Bambole di pezza ©facebook/Bambole di pezza
Magazine, 18/02/2026.
(A. Spigaroli-F. Tarducci-M. Ungarelli-L. Cerri-A. Spigaroli-D. Piccirillo-F. Rossi-C. A. Dolci-S. Borrelli- F. Tarducci)
È una prima assoluta, per Sanremo, quella di una band (ed è anche l’unica band di questa edizione) di punk rock tutta al femminile composta da cinque “bad girls” che rispondono ai nomi (e ai nick) di Martina “Cleo” Ungarelli, Caterina Alessandra “Kaj” Dolci, Lisa “Morgana Blue” Cerri, Federica “Xina” Rossi, Daniela “Dani” Piccirillo e che per l’occasione si sono annesse il bravo Nesli [Francesco Tarducci, fratello di Fabri Fibra]. Ci si aspettano sul palco riff di chitarre, piercing, “chiodi” e chincaglieria varia. Reduci da una lunga gavetta nell’underground, le Bambole di pezza (beffarda antifrasi) propongono però un pezzo inaspettatamente tranquillo, rivolto (come la stragrande maggioranza delle canzoni 2026) a un “tu” indefinito, con qualche spericolatezza linguistica, forse per ragioni metriche: volevo dirti [ellissi di che] in queste notti, [uso incongruo della virgola] ti penso ancora; per diventare ciò che sono ho camminato [ellissi di da] sola; ho fatto sogni senza mai, [virgola?] chiudere gli occhi; ho visto uomini per bene, [virgola?] andare in pezzi; come una foglia [ellissi?] sempre stata al vento; adesso sono io a dirti [frase scissa], eccetera. Ma c’è persino un bel congiuntivo (ovunque sia l’errore nel miracolo di crescere) e un titolo tenero che forse ricalca (anche) il Resta cu’ mme (1995) di Pino Daniele.
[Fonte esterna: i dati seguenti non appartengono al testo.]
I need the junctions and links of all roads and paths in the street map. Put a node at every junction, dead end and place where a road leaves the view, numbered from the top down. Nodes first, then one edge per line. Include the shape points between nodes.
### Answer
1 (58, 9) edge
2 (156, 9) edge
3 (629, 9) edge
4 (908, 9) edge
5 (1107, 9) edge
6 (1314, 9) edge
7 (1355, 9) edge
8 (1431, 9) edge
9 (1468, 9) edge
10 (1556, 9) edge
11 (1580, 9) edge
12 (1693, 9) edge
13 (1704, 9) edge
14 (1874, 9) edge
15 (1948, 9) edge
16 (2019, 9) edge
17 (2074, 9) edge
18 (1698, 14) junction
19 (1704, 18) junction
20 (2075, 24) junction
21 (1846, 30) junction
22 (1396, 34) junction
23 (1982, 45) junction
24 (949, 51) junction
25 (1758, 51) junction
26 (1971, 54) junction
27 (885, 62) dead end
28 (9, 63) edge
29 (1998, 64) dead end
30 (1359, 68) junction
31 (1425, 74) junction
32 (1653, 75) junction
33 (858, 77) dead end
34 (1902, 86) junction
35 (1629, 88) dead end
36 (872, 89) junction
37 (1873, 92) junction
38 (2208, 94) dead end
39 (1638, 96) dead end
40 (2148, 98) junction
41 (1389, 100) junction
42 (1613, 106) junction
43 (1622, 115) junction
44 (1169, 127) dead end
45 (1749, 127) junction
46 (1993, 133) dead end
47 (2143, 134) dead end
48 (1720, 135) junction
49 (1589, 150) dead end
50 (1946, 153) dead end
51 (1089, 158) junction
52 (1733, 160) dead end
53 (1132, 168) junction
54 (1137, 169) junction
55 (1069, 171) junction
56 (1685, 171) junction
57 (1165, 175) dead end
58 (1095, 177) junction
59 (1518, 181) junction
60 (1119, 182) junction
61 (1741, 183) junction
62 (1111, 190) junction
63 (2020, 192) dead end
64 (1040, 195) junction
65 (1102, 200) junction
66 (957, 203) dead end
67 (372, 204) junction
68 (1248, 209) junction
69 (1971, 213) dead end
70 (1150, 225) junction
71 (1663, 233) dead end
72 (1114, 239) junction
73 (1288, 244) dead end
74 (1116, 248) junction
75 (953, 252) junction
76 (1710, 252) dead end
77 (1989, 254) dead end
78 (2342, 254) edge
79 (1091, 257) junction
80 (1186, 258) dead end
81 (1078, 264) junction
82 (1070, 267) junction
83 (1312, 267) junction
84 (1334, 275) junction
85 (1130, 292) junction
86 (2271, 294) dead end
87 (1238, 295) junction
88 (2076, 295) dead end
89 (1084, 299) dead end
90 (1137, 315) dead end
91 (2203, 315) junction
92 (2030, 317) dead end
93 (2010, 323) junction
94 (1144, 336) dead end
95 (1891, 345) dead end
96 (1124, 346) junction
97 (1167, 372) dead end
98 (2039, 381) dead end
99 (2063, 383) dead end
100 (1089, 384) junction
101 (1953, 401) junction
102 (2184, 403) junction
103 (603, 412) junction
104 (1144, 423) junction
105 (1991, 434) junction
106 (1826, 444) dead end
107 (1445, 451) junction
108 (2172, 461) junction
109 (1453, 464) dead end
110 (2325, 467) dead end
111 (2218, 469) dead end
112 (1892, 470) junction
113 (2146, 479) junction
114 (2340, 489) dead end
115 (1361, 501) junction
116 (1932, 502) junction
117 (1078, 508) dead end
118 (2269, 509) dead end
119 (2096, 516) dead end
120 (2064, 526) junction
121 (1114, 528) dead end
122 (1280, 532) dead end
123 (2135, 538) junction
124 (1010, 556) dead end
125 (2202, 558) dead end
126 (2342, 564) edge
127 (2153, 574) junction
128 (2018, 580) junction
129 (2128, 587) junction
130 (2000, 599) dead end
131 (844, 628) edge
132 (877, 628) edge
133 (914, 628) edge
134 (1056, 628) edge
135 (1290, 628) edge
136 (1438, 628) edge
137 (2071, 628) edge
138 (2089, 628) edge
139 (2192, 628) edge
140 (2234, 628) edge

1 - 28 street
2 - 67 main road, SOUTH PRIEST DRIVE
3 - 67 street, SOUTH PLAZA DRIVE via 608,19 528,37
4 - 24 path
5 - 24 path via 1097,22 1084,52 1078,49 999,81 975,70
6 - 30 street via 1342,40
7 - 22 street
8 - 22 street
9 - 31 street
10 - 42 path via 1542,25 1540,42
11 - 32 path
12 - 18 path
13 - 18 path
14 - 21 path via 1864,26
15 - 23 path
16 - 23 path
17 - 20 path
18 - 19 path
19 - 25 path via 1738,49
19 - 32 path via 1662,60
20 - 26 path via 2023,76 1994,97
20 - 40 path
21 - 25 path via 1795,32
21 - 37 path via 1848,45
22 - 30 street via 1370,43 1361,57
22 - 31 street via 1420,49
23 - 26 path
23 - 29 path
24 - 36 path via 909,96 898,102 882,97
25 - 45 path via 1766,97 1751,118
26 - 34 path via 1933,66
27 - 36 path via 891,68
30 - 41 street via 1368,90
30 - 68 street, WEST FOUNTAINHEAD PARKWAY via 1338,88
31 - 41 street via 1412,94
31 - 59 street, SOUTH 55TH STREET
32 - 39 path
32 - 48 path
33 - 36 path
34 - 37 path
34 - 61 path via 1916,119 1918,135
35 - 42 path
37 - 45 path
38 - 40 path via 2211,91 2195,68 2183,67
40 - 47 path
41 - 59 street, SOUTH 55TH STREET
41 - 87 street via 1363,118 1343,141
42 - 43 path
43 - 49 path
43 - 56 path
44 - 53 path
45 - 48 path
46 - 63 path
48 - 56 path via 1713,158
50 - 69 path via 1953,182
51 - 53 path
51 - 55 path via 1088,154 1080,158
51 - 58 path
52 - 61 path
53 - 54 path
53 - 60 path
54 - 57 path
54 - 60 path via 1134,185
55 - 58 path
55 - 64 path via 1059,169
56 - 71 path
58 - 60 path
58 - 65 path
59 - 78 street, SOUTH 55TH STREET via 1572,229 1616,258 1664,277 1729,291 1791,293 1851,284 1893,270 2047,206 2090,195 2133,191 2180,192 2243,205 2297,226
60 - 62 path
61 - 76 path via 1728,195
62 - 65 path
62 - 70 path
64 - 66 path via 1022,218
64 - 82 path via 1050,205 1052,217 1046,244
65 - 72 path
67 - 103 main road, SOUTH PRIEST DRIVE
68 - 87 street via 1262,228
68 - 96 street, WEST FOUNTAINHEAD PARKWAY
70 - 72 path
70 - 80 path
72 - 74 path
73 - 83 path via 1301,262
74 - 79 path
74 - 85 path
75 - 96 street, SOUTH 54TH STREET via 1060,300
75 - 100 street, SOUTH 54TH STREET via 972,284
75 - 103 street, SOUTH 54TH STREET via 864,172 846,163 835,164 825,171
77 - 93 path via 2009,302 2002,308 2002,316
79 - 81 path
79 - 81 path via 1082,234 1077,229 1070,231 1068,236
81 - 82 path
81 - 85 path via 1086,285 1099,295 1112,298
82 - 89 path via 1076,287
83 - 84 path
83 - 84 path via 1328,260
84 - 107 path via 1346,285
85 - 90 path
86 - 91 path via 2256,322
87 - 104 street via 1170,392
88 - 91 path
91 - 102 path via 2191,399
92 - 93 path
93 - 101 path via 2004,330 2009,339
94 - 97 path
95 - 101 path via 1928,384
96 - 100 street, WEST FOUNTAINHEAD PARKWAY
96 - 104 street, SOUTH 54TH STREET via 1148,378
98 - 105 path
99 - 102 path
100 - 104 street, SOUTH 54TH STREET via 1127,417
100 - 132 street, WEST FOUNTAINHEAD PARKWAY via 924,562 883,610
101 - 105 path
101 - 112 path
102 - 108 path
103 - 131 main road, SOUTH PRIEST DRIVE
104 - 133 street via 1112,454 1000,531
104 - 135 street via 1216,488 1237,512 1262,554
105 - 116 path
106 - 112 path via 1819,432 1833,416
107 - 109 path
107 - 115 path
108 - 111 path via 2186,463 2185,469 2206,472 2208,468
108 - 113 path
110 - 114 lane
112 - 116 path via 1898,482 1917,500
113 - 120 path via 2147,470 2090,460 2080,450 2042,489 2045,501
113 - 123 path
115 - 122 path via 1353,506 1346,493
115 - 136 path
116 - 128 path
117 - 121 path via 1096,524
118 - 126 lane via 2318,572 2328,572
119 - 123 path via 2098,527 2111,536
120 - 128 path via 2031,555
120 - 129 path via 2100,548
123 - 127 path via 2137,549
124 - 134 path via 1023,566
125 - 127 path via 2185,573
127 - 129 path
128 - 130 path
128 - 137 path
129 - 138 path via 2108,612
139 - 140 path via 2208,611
La valutazione linguistica sui testi delle canzoni in gara a Sanremo 2026 è a cura di Lorenzo Coveri, Accademico della Crusca, che si è occupato a più riprese del Festival.
Ricordiamo che la valutazione riguarda esclusivamente la parte linguistica e non l'interpretazione, la musica o l'arrangiamento che potranno essere valutati solo dopo la partenza del Festival.